Possible problems I see at induced noise and big question is about synchronization - switching all units at one, free running clocks or some way of inducing phase shift between them
2) complete digital control, with all units connected with CAN bus (or something like it) - this can bring lot of features, stand by modes, better regulation
But software solution can be tricky to make stable and robust, communication glitches and software bugs can be hidden
T3sl4co1l:
You can do whatever you want, but #1 must be the primary underlying architecture. To do otherwise is foolhardy. (Consider FMEA.) But since that accomplishes the purpose of #2, there's not really much point in implementing more, is there? :-//
CAN would be an excellent choice for distributing ancillary data -- temperatures, voltage and current readings, general health status sorts of things. Tweaking of calibration data, perhaps; but never something that can be set outside of a safe range.

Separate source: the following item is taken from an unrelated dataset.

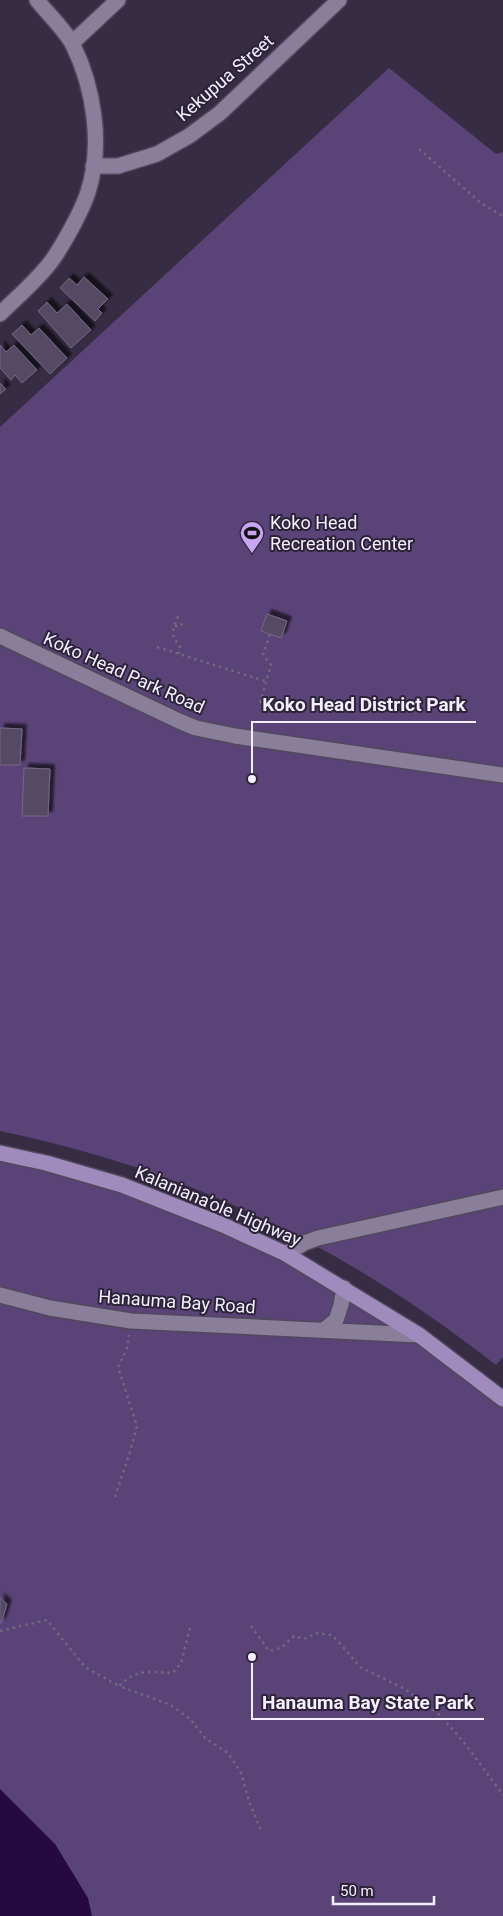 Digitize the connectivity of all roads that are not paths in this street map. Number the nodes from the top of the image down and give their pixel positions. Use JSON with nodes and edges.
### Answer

For example, a gain factor might be used as 1 + (GAIN_REGISTER / 655360), for a 16 bit signed register value.
None of these are to be depended upon for operation, of course: each module needs its own internal temperature and current and voltage monitoring and all that.

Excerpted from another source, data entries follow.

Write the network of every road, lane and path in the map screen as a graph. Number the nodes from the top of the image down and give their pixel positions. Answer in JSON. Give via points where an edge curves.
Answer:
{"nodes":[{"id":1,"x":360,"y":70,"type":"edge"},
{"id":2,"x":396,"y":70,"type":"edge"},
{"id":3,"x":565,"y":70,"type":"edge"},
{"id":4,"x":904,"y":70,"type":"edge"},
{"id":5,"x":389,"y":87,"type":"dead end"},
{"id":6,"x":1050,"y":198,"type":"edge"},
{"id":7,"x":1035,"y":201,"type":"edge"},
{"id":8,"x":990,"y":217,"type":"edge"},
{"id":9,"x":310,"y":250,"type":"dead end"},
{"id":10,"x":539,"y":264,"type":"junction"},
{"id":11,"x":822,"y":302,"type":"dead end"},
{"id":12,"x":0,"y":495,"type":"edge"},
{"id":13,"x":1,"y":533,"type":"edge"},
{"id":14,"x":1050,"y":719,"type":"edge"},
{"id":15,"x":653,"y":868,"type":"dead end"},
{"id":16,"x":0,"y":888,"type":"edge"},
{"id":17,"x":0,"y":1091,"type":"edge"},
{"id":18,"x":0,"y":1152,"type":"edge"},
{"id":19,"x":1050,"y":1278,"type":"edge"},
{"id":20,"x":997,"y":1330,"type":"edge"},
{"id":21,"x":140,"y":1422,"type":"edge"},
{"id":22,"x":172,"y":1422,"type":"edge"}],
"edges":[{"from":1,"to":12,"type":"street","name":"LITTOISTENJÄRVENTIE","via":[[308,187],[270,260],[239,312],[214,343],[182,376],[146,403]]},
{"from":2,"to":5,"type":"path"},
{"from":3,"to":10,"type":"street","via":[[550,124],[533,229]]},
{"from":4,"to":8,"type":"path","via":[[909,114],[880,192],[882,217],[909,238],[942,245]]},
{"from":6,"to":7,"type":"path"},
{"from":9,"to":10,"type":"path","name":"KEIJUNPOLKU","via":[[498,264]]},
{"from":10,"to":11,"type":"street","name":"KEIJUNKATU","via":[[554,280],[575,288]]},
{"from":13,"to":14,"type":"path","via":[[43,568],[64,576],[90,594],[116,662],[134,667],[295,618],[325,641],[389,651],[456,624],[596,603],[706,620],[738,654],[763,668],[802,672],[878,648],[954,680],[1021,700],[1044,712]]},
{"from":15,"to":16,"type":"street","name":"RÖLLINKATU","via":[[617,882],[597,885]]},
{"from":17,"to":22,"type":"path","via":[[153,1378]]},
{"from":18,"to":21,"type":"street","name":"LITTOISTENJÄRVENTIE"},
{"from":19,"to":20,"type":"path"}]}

This airs heavily on the side of safety. The root of my concern is that all software is wrong.* While software can be made very carefully, and can even be made provably correct, it is the exception rather than the rule. It's not apparent what level of care might apply here, so I'm assuming the worst.
(*Properly attributed: "Hardware eventually fails. Software eventually works." - Michael Hartung)
So, that goes for microcontrollers embedded in the modules or controller, communications devices, control computers, the whole thing.
I suppose it's curious I leave out hardware design; I personally take great care in my work, so I often overlook this. It's no less critical, of course. Hardware has the advantage that, when designed properly, the possible number of states can be minimized, and probed with relative ease.
In any real software project, exploring the state space is ludicrously impossible. For example, the ~kB of RAM and registers of an ATtiny, giving 2^1000s of total states; which, even if almost all of those states can be disregarded as degenerate states (e.g., the program doesn't -- or, at least, shouldn't -- care if an unused IO register has any random value in it), there's still trillions and trillions of states left to worry about. Software must be written to minimize this count. Put another way, it's the consideration of edge cases, the purity of functions, execution path complexity, all those things and more.
So, all that said: depending on how much confidence you have in that communication link, you might pull some other functions inside the link as well, but pay extra attention to the reliability of the link in that case. There may be some value in a more real-time protocol than CAN (my understanding is CAN silently corrects packet errors, which would be a good warning signal that each module may want to respond to.
Tim
David Hess:
As I recall, current mode control allows the transconductance outputs of the separate error amplifiers which is commonly available as the compensation pin to be connected in parallel together enforcing current sharing which is simple enough.
Average current control is also possible but I do not think it would be as simple to implement and typically only older switching controllers have it built in anyway.
Some switching controllers allow easy injection locking of their internal oscillator which provides an easy way to synchronize all of the clocks.